Kate has dedicated her career to hospitality and she’s entirely self taught. “I had the eventual goal of owning something but the focus for the majority was always front of house, the systems and the service”. Kate was working at Prefab when Bridget Dunn and Jeff Kennedy offered her the role of Head Baker. “I took it from there. That was the last piece of the puzzle and let me know I could open Tomboy.” Her acknowledgment of her parents’ support and help is tearful and heartfelt “In the beginning my Mum was here, right beside me doing the dishes and would come in the middle of the night when she was worried about me. Both of my parents have been instrumental in the success of Tomboy. They’ve really helped me”.

There’s a lot going on in Kate’s day.  Already she has made a baby lemon cake topped with pink and white roses for pick-up, in the kitchen a pile of waffles awaits her, ready to assemble for a photo shoot in a Fix and Fogg campaign, along with a new staff member to train.

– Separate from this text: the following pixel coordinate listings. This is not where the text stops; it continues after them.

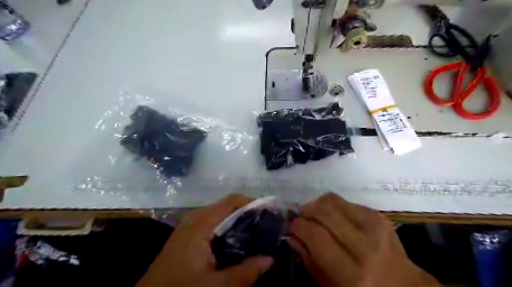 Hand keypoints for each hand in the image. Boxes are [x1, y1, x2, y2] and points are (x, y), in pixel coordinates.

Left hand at [135, 194, 271, 286]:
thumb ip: (244, 272)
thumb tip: (270, 259)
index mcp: (201, 224)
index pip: (232, 201)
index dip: (253, 203)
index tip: (270, 214)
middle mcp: (196, 218)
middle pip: (228, 206)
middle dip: (249, 213)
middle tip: (267, 225)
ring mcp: (190, 225)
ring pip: (221, 214)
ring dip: (240, 220)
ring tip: (257, 232)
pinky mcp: (189, 234)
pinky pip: (213, 223)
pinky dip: (229, 227)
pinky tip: (238, 241)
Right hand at [287, 193, 439, 286]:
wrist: (402, 285)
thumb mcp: (330, 285)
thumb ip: (309, 259)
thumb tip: (292, 235)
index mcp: (351, 272)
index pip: (316, 235)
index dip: (298, 226)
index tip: (292, 226)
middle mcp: (364, 246)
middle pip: (324, 212)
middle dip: (306, 211)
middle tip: (301, 217)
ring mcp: (374, 227)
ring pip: (333, 200)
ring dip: (318, 204)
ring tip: (315, 214)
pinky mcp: (378, 215)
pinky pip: (346, 201)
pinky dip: (334, 206)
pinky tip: (334, 217) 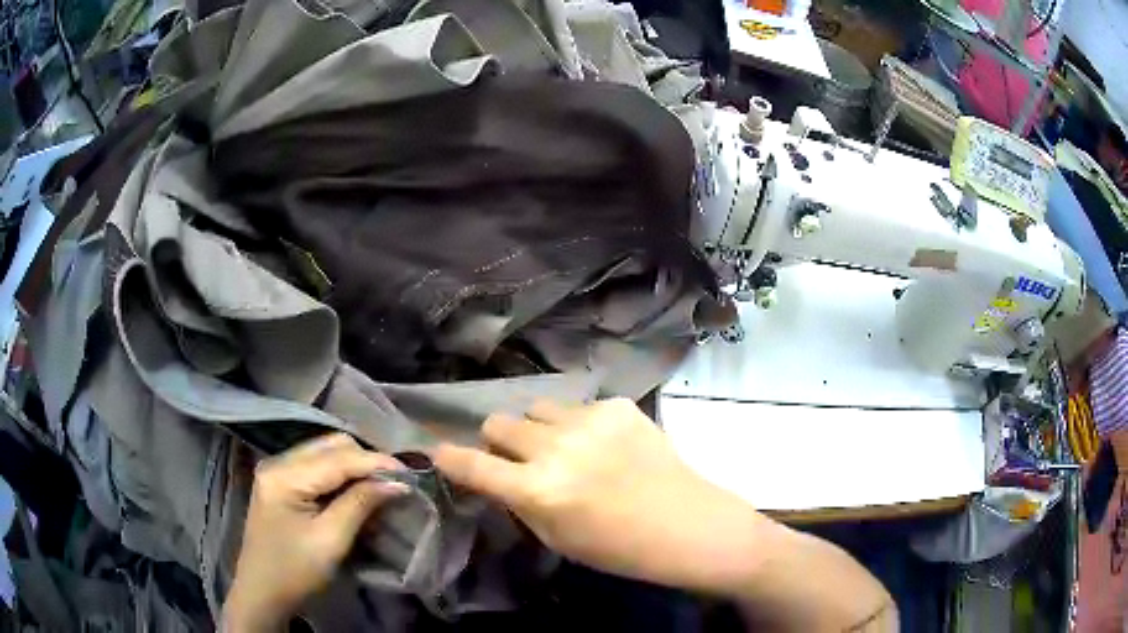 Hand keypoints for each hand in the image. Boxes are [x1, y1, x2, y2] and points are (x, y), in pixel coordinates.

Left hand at [222, 434, 407, 631]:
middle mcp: (278, 462)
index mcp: (285, 476)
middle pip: (330, 445)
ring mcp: (277, 469)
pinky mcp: (281, 481)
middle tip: (395, 481)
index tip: (410, 473)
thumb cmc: (295, 571)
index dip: (376, 462)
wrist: (262, 591)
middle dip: (365, 460)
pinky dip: (340, 473)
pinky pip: (316, 465)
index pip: (338, 458)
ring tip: (380, 484)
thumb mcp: (331, 541)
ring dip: (354, 465)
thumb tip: (396, 483)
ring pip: (324, 451)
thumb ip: (360, 504)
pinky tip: (356, 488)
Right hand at [433, 398, 765, 591]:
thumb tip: (497, 476)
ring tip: (563, 447)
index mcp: (538, 490)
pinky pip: (578, 407)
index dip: (449, 457)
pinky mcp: (618, 406)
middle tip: (516, 456)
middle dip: (496, 440)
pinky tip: (604, 445)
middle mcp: (556, 448)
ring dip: (538, 428)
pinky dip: (579, 425)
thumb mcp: (557, 538)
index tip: (438, 451)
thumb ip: (520, 503)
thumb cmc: (620, 548)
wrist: (688, 525)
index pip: (472, 464)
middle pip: (498, 421)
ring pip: (536, 407)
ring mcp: (590, 420) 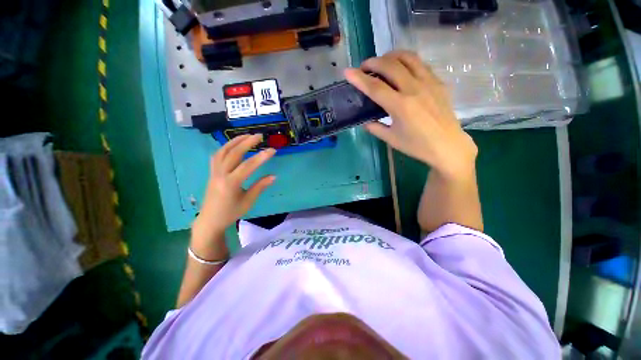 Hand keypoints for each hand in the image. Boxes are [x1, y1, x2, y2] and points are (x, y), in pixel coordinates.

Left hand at [192, 134, 275, 255]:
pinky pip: (217, 155)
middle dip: (247, 142)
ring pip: (223, 151)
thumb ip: (260, 187)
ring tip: (247, 135)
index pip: (247, 166)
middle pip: (233, 153)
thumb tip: (273, 176)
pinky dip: (226, 147)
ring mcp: (214, 172)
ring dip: (235, 141)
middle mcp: (220, 174)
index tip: (272, 150)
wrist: (210, 220)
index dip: (261, 157)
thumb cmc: (231, 212)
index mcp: (230, 184)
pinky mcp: (212, 172)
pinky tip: (234, 145)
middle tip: (259, 135)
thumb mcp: (248, 201)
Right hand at [345, 50, 477, 179]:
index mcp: (400, 106)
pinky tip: (401, 69)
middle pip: (390, 66)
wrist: (447, 145)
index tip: (347, 72)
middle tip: (364, 67)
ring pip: (408, 58)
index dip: (359, 78)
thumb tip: (365, 121)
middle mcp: (414, 89)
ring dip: (391, 56)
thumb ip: (375, 128)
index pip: (375, 87)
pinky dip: (406, 61)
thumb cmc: (417, 145)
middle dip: (373, 62)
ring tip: (382, 62)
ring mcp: (428, 82)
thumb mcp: (391, 139)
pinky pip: (420, 64)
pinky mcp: (438, 82)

Sourcing local produce is important to Kate. She uses Ruth Pretty tomato chilli relish in her ham toasties, Island Bay pork and fennel sausages in Tomboy’s sausage rolls and ACME & Co’s famous Oli rolls for her sandwiches. She knows these products and namely the people behind them, having worked for Ruth Prettyand the Prefab team. She tells the story of mastering the Oli rolls. At  Prefab when the original recipe was devised  Kate customised the size and shape, and suggested brushing  the ciabatta with oil before and after baking. The second brushing “straight when it comes out of the oven”, ensures the doughy rolls absorbs the oil beautifully.

 

Five years in small business hasn’t dampened her epicurean enthusiasm. Kate describes her love of Italian shortbread cookies soaked in vermouth, stuffed with Italian pastry cream and rolled in chopped pistachios.“Although every day I’m mentally working,” Tomboy is open for business Wednesday to Saturday and she can close the doors at 2 pm each day. “I was a single mum for so long so I didn’t want to sacrifice my home life. So the business works for me and not the other way around”.

Zuke has no intention of slowing down either. “I don’t want to retire again. I’ve got to keep doing something” he says. That means starting with dishes and opening the doors at 7.30 am. When I ask what it’s like to work with family, Zuke acknowledges “It’s unique, but honestly we don’t have much time to chat and break during the course of the day. Kate works extremely hard and puts in a lot of effort into it, so it’s good to back her up”.

Kate reflects on her relationship with Zuke, and the similar ways they approach life. She plans to cook her Dad a nice dinner for Father’s Day and get him an annual bottle of J&B Whiskey. The two mirror one another at work and have established a sense of traditional service at Tomboy that many hospitality institutions lack.